*** Opening DATA FOR REVIEW ***

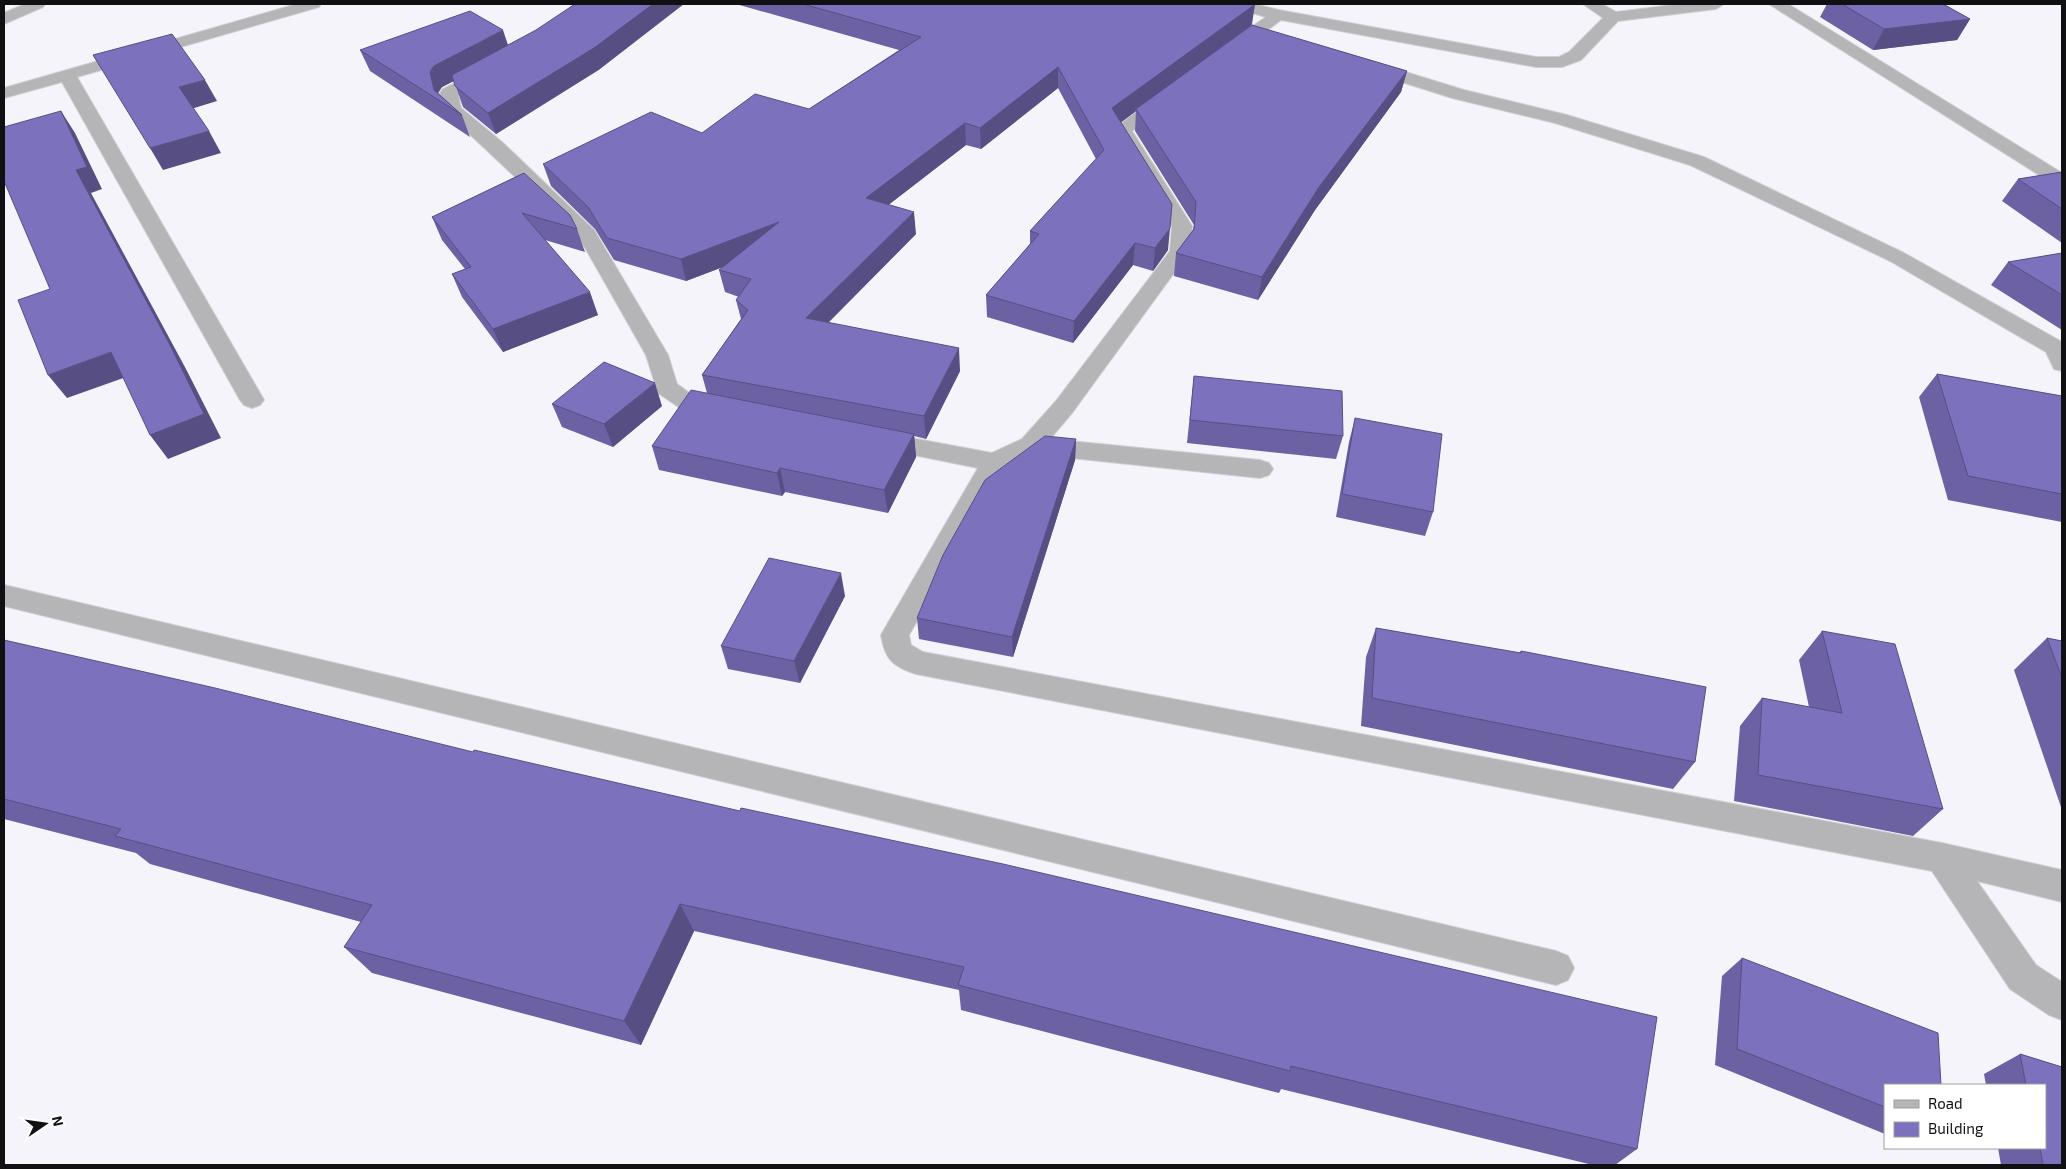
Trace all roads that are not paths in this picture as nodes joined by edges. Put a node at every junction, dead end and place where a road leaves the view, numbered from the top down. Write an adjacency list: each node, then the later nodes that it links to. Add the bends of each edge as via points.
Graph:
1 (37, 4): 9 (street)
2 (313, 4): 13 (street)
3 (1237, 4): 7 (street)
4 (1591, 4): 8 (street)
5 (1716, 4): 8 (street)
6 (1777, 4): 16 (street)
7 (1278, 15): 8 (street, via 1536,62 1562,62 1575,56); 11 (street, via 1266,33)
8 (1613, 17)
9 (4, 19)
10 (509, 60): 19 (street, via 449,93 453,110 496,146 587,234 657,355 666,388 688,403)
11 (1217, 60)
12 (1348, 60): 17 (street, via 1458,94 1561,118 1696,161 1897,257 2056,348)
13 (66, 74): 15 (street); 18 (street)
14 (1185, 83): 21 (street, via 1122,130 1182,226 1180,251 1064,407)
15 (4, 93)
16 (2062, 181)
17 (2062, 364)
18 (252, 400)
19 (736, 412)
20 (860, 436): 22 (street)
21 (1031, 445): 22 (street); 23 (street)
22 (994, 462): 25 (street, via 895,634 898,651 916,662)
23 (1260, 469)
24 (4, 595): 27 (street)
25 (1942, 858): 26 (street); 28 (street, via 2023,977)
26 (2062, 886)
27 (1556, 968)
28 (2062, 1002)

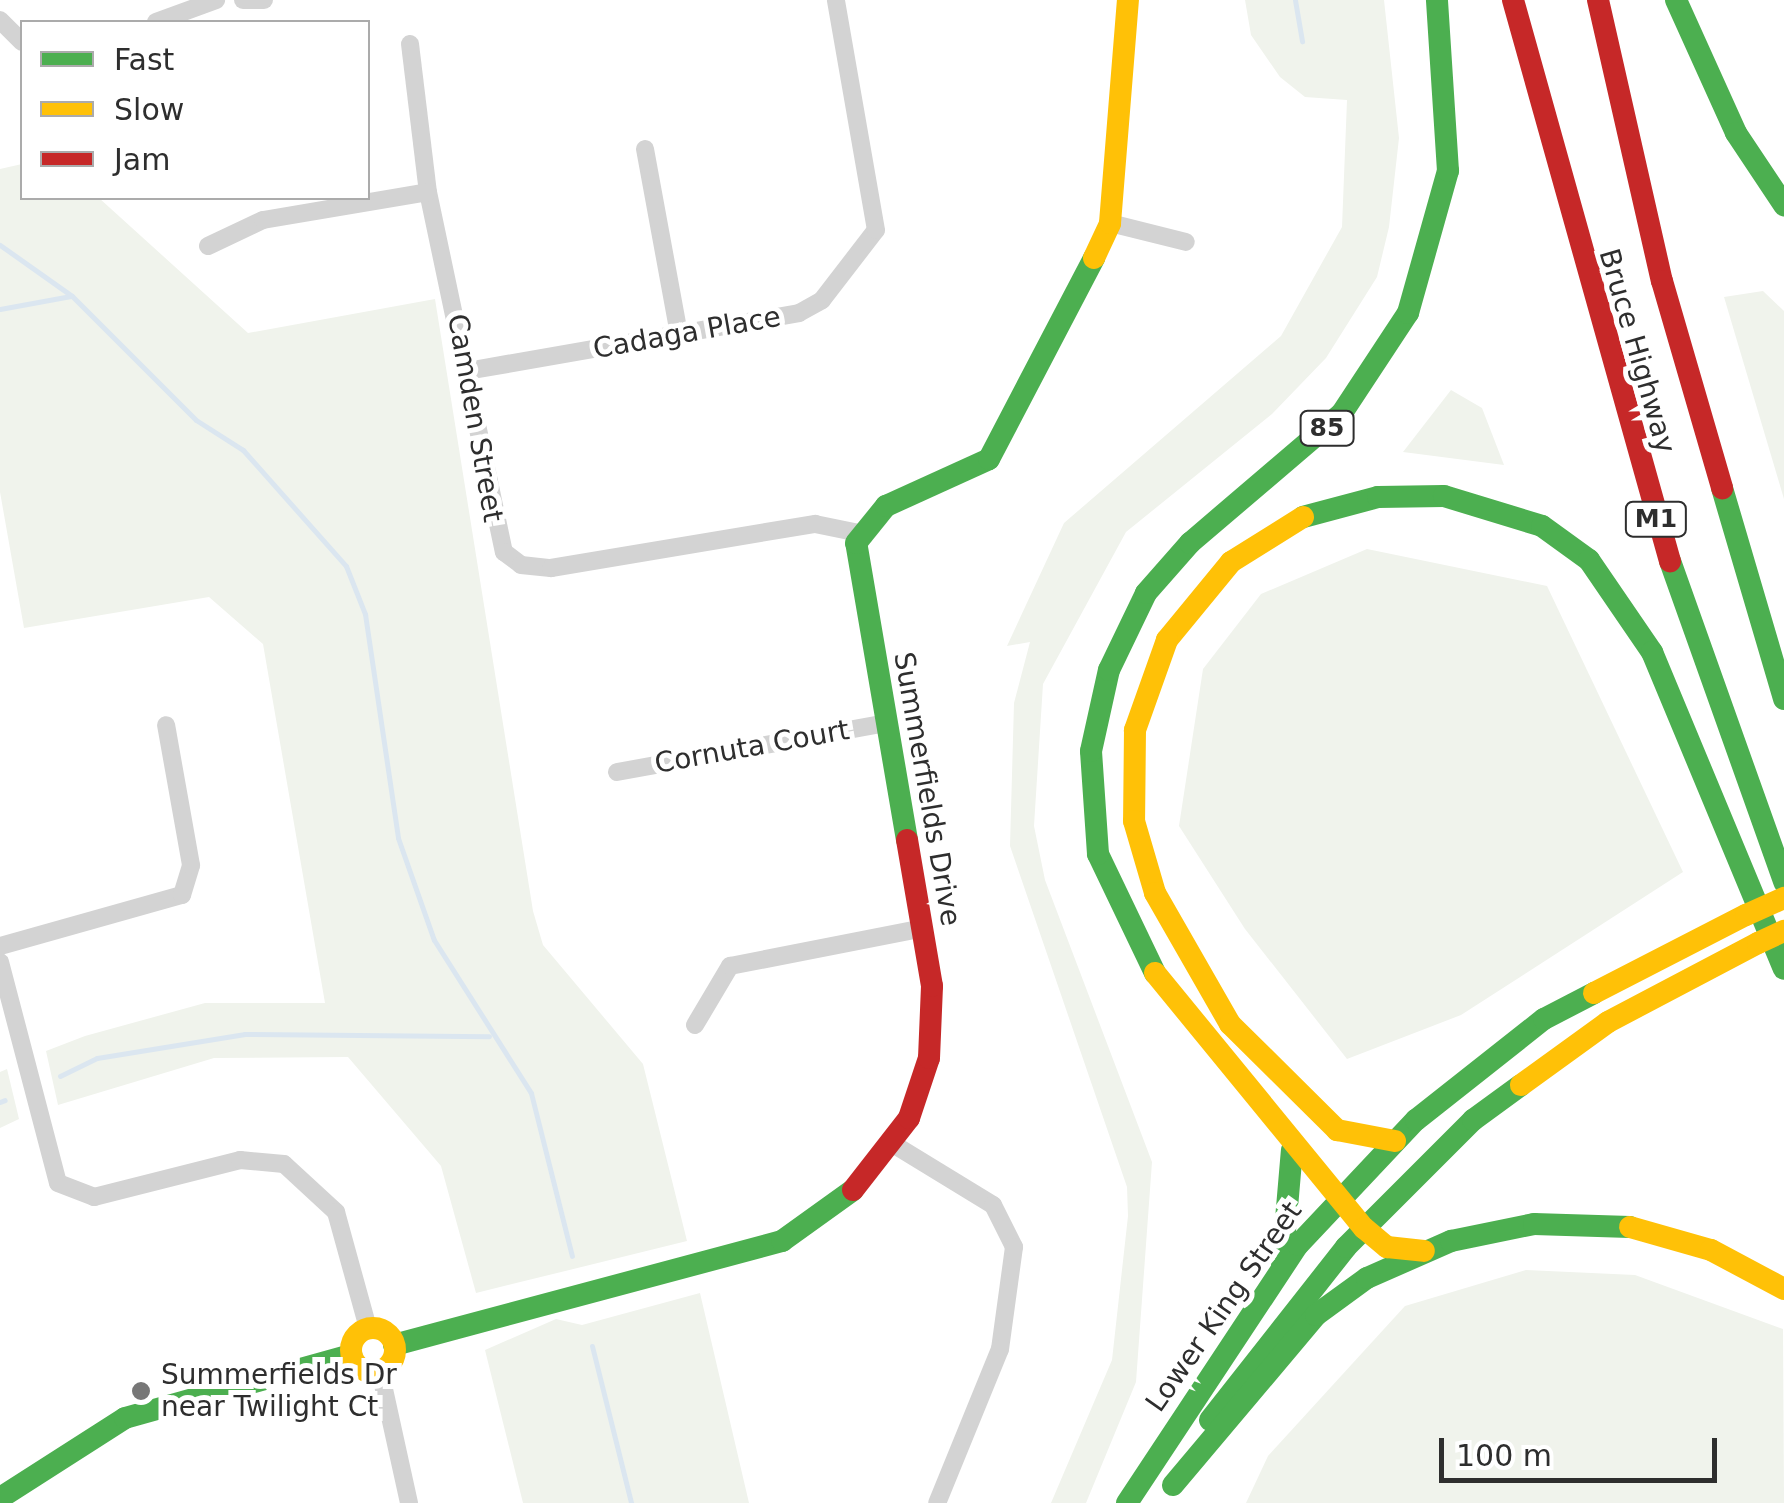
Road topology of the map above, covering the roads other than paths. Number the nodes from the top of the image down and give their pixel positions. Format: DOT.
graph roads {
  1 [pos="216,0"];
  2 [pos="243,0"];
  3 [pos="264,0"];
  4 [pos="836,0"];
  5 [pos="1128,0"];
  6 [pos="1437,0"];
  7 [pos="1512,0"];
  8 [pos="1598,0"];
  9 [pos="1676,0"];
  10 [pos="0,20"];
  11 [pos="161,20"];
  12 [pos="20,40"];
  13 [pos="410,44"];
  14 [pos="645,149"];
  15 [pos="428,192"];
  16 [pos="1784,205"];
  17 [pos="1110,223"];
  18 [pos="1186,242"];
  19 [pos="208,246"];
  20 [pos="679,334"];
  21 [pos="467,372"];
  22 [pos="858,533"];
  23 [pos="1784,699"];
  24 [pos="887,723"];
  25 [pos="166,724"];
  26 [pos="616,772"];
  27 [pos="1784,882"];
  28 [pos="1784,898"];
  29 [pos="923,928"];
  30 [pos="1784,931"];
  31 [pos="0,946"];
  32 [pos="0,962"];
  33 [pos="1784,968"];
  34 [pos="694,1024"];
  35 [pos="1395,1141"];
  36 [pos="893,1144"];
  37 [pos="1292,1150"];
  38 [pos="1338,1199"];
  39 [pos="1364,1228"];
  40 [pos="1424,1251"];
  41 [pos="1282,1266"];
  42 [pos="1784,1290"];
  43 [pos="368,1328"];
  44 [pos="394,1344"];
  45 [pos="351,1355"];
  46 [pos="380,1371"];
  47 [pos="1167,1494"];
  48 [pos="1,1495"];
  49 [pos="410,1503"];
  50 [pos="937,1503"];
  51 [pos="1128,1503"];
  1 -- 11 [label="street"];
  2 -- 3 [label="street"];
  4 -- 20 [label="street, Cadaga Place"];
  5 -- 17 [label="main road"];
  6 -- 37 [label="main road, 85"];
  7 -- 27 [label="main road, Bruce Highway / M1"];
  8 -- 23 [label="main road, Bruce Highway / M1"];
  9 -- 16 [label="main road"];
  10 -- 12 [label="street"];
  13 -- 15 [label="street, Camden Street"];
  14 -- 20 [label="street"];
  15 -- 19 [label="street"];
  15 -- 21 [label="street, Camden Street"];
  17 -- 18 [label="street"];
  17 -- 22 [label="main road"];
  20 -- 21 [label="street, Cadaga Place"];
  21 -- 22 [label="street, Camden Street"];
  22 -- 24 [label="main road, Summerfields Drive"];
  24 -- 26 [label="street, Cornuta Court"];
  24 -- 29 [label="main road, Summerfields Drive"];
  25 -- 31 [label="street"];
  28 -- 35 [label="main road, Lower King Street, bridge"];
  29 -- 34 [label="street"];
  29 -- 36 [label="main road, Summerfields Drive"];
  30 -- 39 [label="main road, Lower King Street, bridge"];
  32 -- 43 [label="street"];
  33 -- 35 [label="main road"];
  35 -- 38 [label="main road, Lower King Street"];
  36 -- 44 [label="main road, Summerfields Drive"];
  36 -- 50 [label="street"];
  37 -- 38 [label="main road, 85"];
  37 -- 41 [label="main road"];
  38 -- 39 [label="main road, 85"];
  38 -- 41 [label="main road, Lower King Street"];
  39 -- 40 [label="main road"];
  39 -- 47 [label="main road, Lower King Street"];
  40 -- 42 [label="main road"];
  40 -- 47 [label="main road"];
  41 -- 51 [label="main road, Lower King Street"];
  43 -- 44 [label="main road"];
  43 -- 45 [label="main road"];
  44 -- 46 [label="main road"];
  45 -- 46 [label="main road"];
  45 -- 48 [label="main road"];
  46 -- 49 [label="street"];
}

*** Closing DATA FOR REVIEW ***

The word is "bridge". Copy every line above where it appears.

- _WRITTEN SOLUTION_
  28 -- 35 [label="main road, Lower King Street, bridge"];
  30 -- 39 [label="main road, Lower King Street, bridge"];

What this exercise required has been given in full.